Your instructions -> Look through the material below, count the lines containing the word "Corkerhill", and state only the count.

Record excerpts ->
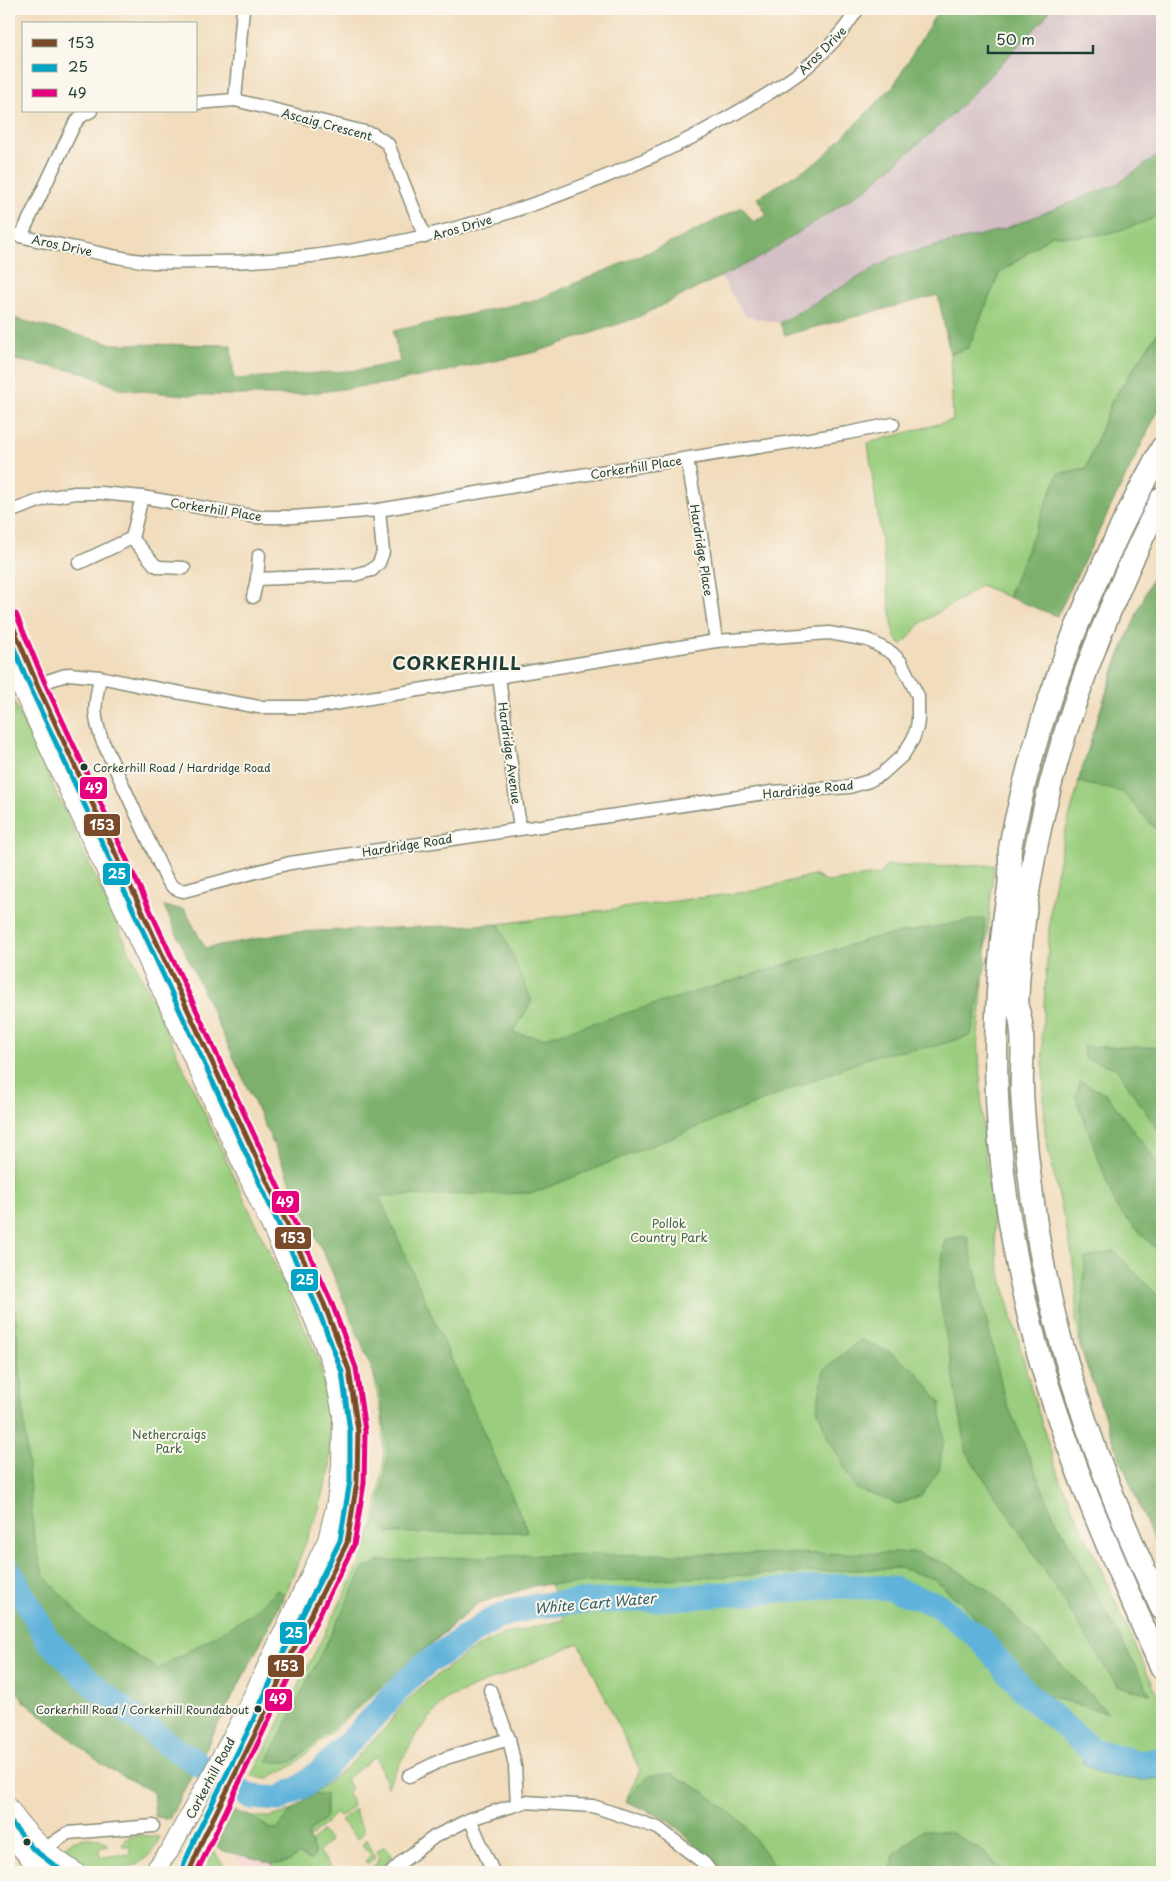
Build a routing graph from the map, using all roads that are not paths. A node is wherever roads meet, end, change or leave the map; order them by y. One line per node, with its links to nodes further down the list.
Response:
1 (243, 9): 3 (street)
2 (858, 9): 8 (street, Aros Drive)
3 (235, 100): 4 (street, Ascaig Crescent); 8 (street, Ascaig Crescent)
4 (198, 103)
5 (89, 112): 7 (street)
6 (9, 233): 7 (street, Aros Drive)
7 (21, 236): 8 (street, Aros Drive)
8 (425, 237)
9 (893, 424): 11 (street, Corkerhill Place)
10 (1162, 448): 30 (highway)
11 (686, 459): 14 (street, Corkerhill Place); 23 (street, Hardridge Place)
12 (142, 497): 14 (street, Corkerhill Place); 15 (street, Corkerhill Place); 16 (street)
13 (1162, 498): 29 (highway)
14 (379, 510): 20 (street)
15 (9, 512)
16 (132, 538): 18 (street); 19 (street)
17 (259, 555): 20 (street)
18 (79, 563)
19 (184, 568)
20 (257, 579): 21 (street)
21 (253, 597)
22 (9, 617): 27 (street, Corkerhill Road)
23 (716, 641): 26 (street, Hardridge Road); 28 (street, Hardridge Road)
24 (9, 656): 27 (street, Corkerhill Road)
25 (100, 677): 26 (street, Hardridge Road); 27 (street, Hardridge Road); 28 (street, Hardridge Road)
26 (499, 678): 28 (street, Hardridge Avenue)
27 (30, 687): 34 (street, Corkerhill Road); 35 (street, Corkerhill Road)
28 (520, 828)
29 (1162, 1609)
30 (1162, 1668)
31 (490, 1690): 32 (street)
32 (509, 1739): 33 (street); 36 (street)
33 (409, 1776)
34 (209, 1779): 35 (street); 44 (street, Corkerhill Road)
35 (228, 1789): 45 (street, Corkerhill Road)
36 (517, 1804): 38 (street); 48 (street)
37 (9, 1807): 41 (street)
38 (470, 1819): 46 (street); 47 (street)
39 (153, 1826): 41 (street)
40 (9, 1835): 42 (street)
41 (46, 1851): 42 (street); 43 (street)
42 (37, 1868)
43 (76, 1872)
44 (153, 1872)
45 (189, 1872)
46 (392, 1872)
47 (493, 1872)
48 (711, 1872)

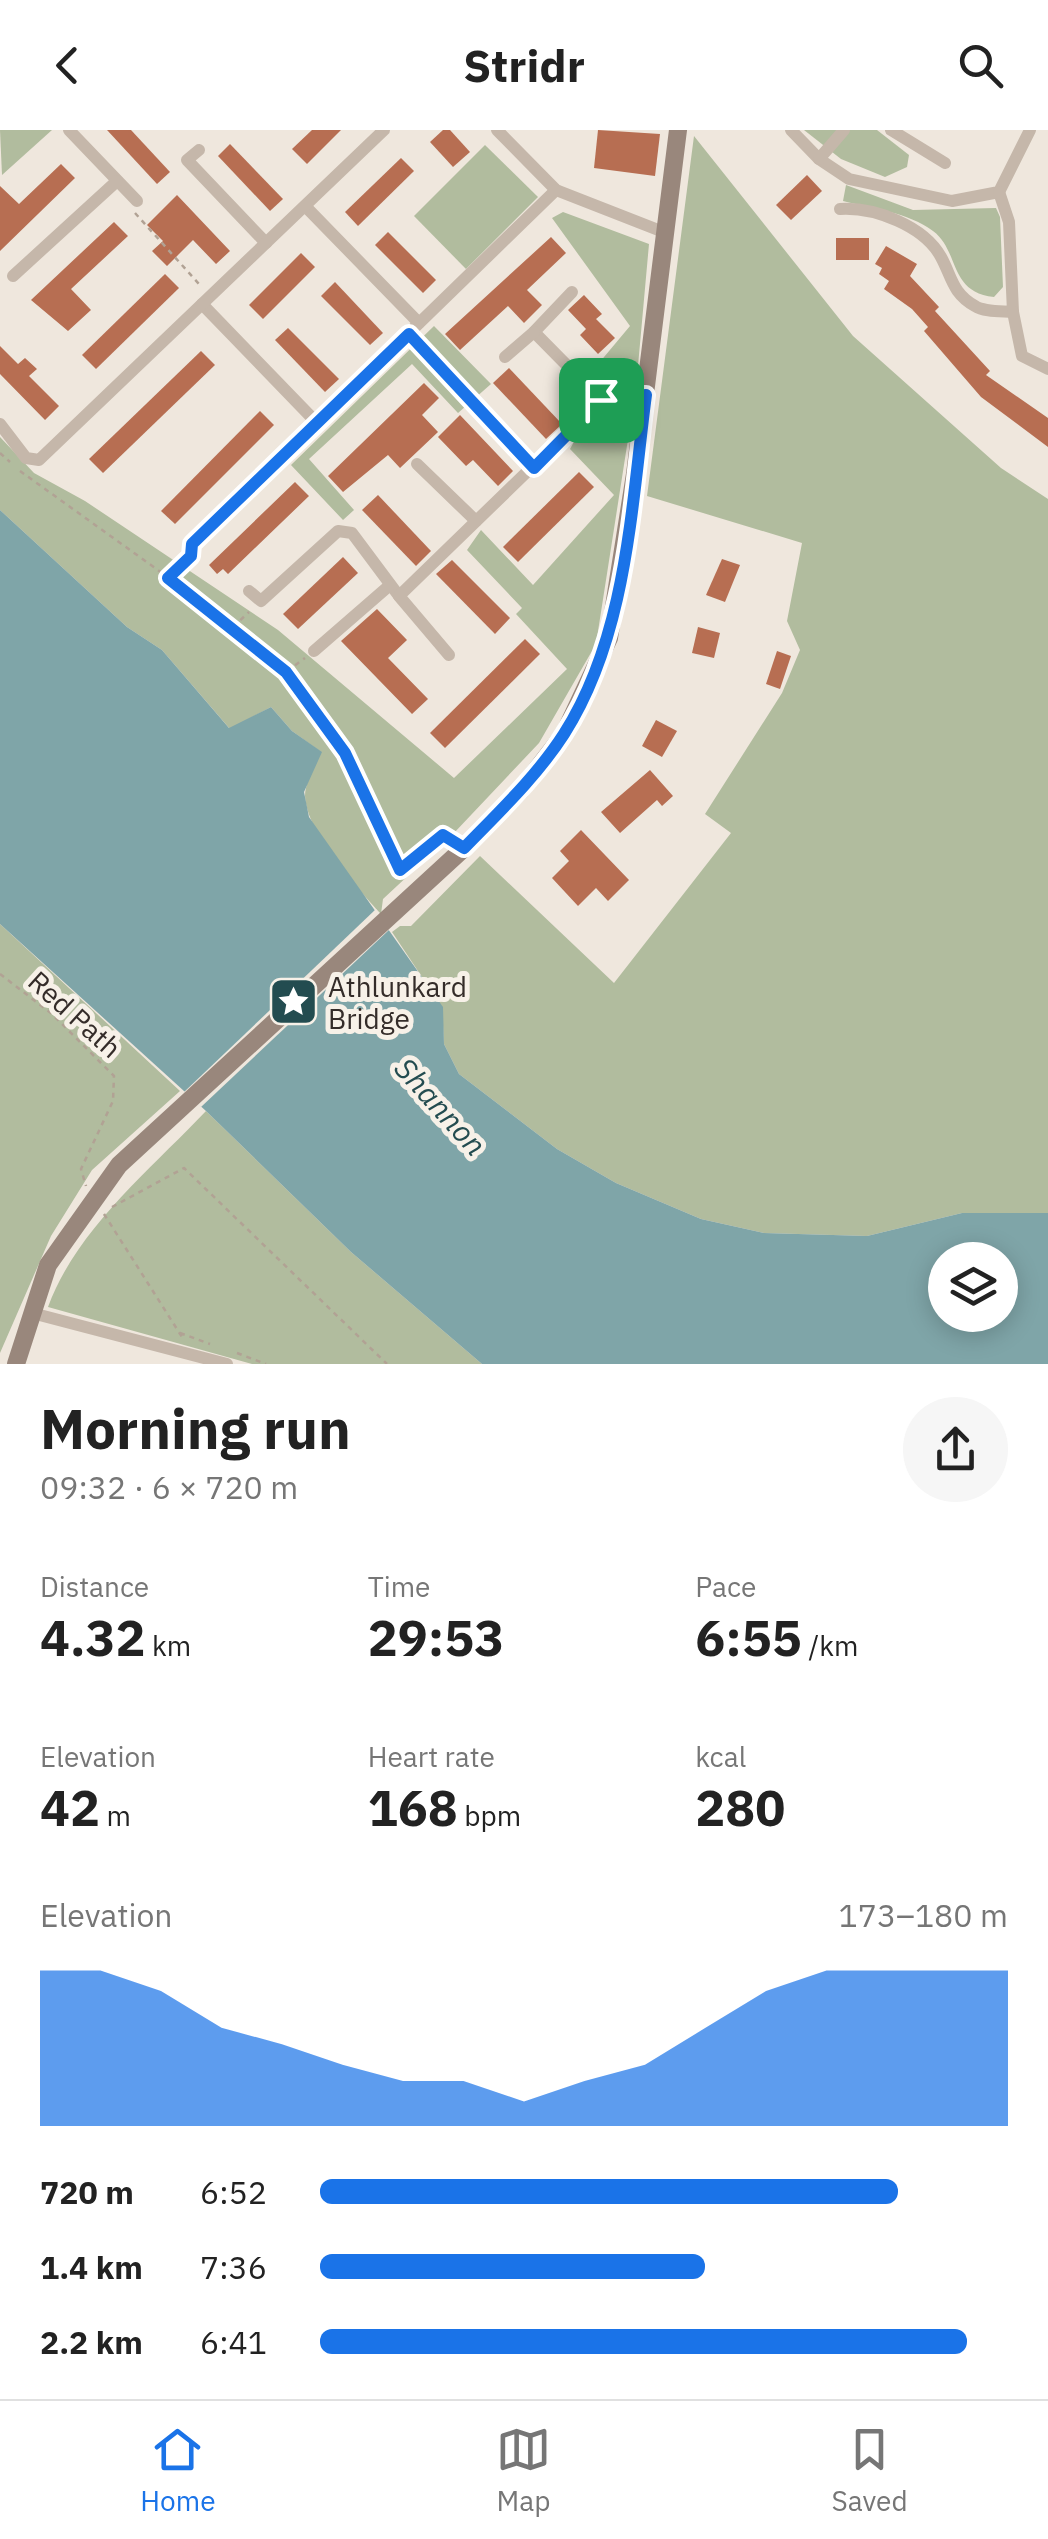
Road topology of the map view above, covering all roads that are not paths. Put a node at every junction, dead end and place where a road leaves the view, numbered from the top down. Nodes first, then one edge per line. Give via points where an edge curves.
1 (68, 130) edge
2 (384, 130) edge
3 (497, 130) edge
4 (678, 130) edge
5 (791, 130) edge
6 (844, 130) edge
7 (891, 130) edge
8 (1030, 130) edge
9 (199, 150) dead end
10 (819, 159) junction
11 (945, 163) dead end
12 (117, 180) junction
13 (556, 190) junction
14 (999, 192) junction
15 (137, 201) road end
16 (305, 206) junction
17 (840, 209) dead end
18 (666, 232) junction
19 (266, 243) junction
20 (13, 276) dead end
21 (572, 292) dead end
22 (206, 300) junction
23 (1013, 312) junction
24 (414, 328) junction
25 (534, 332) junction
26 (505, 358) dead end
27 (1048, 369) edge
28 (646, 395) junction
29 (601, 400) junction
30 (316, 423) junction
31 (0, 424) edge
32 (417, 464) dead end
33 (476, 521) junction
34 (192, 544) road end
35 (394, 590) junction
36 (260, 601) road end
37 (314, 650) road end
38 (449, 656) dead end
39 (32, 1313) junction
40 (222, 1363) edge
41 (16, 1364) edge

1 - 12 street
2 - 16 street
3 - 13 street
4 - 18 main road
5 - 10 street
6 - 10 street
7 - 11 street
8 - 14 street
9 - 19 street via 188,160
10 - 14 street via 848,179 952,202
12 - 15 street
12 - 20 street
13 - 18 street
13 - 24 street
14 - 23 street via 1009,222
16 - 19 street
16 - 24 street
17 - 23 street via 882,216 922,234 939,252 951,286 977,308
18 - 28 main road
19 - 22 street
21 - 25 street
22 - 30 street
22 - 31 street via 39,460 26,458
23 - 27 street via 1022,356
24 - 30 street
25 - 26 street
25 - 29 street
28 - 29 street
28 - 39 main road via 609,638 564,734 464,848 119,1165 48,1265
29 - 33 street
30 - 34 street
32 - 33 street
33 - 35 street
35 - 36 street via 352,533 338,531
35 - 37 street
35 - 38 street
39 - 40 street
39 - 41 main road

Exercise solution -> 8